▸ **TASK**: Your answer must be an exact copy of the data below, minus any pictures.

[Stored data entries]
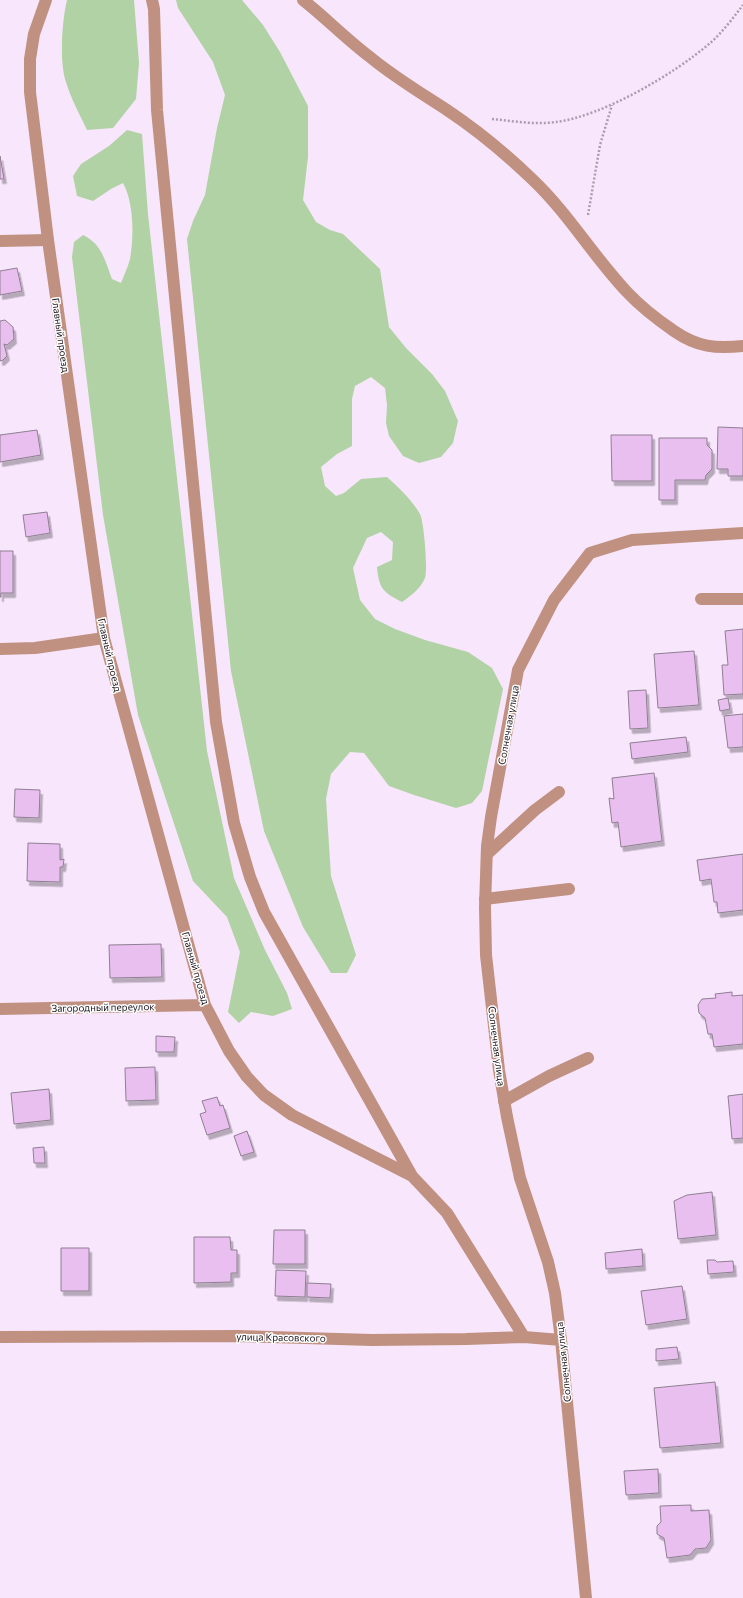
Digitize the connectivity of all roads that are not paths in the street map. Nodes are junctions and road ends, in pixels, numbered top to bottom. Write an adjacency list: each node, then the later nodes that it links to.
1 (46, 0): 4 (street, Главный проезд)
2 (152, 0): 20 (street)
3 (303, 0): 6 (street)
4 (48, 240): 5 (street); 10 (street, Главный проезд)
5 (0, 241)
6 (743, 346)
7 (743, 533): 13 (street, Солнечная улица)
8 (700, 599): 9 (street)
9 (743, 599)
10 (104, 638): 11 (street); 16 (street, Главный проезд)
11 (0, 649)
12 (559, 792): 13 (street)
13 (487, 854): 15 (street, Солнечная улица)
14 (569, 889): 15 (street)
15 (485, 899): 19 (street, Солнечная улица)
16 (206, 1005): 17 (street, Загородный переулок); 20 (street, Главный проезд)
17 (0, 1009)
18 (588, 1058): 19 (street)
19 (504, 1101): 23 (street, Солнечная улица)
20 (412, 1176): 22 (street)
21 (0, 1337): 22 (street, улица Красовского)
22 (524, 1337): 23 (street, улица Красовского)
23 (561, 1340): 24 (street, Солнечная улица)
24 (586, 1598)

▸ **TASK ANSWER**:
Digitize the connectivity of all roads that are not paths in the street map. Nodes are junctions and road ends, in pixels, numbered top to bottom. Write an adjacency list: each node, then the later nodes that it links to.
1 (46, 0): 4 (street, Главный проезд)
2 (152, 0): 20 (street)
3 (303, 0): 6 (street)
4 (48, 240): 5 (street); 10 (street, Главный проезд)
5 (0, 241)
6 (743, 346)
7 (743, 533): 13 (street, Солнечная улица)
8 (700, 599): 9 (street)
9 (743, 599)
10 (104, 638): 11 (street); 16 (street, Главный проезд)
11 (0, 649)
12 (559, 792): 13 (street)
13 (487, 854): 15 (street, Солнечная улица)
14 (569, 889): 15 (street)
15 (485, 899): 19 (street, Солнечная улица)
16 (206, 1005): 17 (street, Загородный переулок); 20 (street, Главный проезд)
17 (0, 1009)
18 (588, 1058): 19 (street)
19 (504, 1101): 23 (street, Солнечная улица)
20 (412, 1176): 22 (street)
21 (0, 1337): 22 (street, улица Красовского)
22 (524, 1337): 23 (street, улица Красовского)
23 (561, 1340): 24 (street, Солнечная улица)
24 (586, 1598)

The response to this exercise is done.